Avant de lancer une concertation sur un sujet qui vous paraît essentiel, demandez-vous comment il impacte concrètement vos concitoyens, puis essayez de reformuler la question telle qu’elle se pose dans leur quotidien… C’est ensuite, à travers l’échange et le débat, que vous tirerez le fil de l’intérêt général et des principes partagés. Quant aux temps forts des formats de dialogue que vous proposerez, par pitié, dépassez les bonnes vieilles réunions publiques à la papa ! Temps conviviaux et ouverts ou activités ludo-participatives en lien avec la thématique… laissez parler votre imagination.

BONNE PRATIQUE 🔎
Un cirque et des goûters pour parler d’éducation

Il y a quelques années une ville populaire m’a sollicité pour organiser des "assises de l’éducation" un samedi après-midi de novembre. Nous sommes rapidement convenus que peu de parents d’élèves choisiraient d’y consacrer une demi-journée et avons imaginé ensemble un format tout bête de "goûters de l’éducation" organisés à la sortie des écoles de la ville. Des centaines de conversations guidées avec les parents ont ainsi permis de réinterroger la politique éducative municipale, puis d’en partager les conclusions à l’occasion… d’un spectacle de cirque offert aux familles de la ville.

⚙️ EXERCICE
Et vous, vous vous déplaceriez un soir de semaine ou en week-end ?

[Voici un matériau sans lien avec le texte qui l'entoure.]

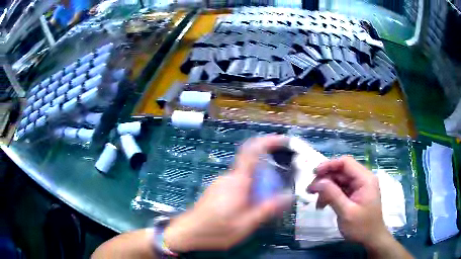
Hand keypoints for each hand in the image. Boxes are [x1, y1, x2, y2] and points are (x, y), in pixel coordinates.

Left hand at [164, 135, 291, 251]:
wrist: (187, 232)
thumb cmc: (216, 230)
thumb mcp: (246, 224)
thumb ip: (267, 209)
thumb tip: (288, 196)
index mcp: (238, 181)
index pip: (252, 151)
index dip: (268, 141)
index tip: (283, 141)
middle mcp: (229, 177)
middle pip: (253, 165)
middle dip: (269, 173)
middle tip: (281, 189)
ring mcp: (221, 183)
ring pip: (246, 177)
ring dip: (259, 185)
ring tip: (267, 203)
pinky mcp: (217, 190)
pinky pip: (238, 184)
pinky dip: (249, 190)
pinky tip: (250, 208)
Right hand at [307, 156, 390, 247]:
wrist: (371, 239)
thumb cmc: (361, 227)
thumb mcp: (346, 212)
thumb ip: (333, 195)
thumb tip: (317, 182)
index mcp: (365, 179)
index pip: (346, 163)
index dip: (329, 165)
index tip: (314, 174)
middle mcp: (362, 179)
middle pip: (341, 171)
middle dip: (325, 179)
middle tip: (310, 191)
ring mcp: (359, 187)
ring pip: (339, 180)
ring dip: (326, 189)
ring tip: (316, 202)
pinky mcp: (355, 194)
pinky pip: (340, 189)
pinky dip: (330, 195)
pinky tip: (322, 205)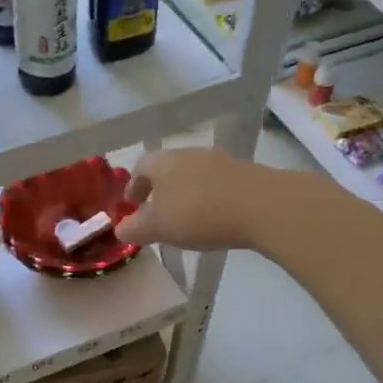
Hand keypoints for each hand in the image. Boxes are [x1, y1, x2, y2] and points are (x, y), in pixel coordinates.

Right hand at [116, 148, 291, 251]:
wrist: (262, 206)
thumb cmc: (198, 213)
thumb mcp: (158, 227)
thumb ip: (135, 229)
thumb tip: (120, 229)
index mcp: (162, 161)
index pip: (140, 167)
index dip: (133, 186)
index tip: (132, 205)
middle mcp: (189, 154)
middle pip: (167, 169)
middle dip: (159, 190)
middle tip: (157, 214)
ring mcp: (219, 160)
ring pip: (193, 175)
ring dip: (185, 194)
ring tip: (186, 219)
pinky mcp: (244, 173)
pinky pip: (217, 184)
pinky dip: (209, 198)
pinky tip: (214, 218)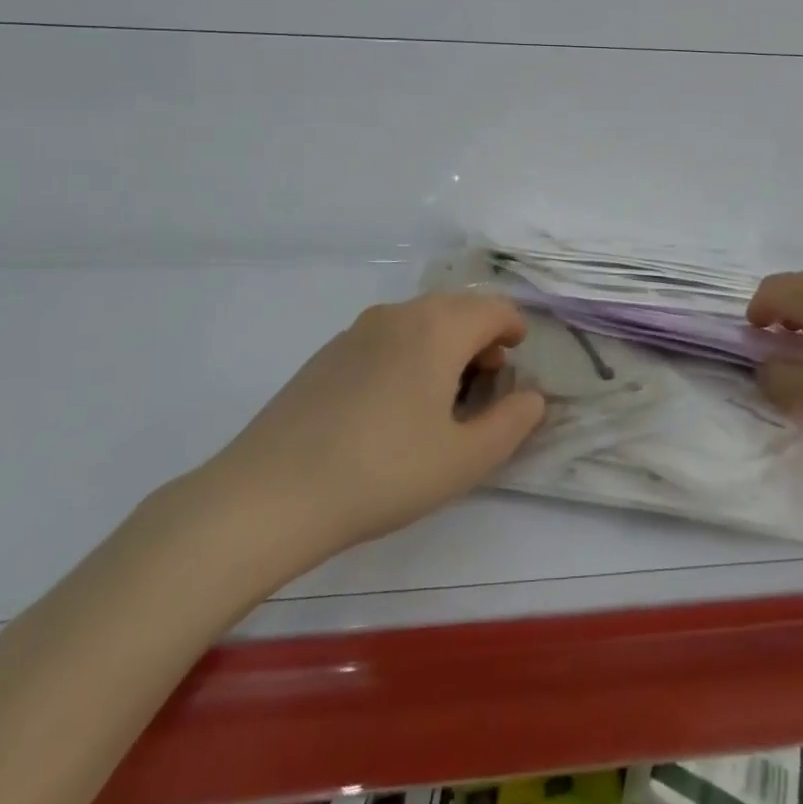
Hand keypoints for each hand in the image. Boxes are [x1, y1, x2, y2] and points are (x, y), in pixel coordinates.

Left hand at [195, 294, 545, 568]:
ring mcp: (357, 330)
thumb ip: (512, 424)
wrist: (270, 493)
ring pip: (420, 322)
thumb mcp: (464, 460)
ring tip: (441, 399)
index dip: (515, 330)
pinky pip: (386, 338)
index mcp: (438, 327)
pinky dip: (408, 355)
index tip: (516, 361)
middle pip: (457, 309)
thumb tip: (532, 398)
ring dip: (444, 346)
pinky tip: (392, 407)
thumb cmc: (383, 472)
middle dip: (480, 338)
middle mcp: (400, 314)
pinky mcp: (327, 353)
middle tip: (485, 385)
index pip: (494, 309)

Imaginez une affiche qui donnerait envie à votre public de se déplacer (en famille) au lancement ou à la restitution de votre démarche de concertation. Faites l’exercice de trouver un nom court et interpellant, puis de rédiger la question simple et concrète à laquelle vous répondrez ensemble ainsi qu’une liste d’activités ludiques qui vous permettront de la creuser.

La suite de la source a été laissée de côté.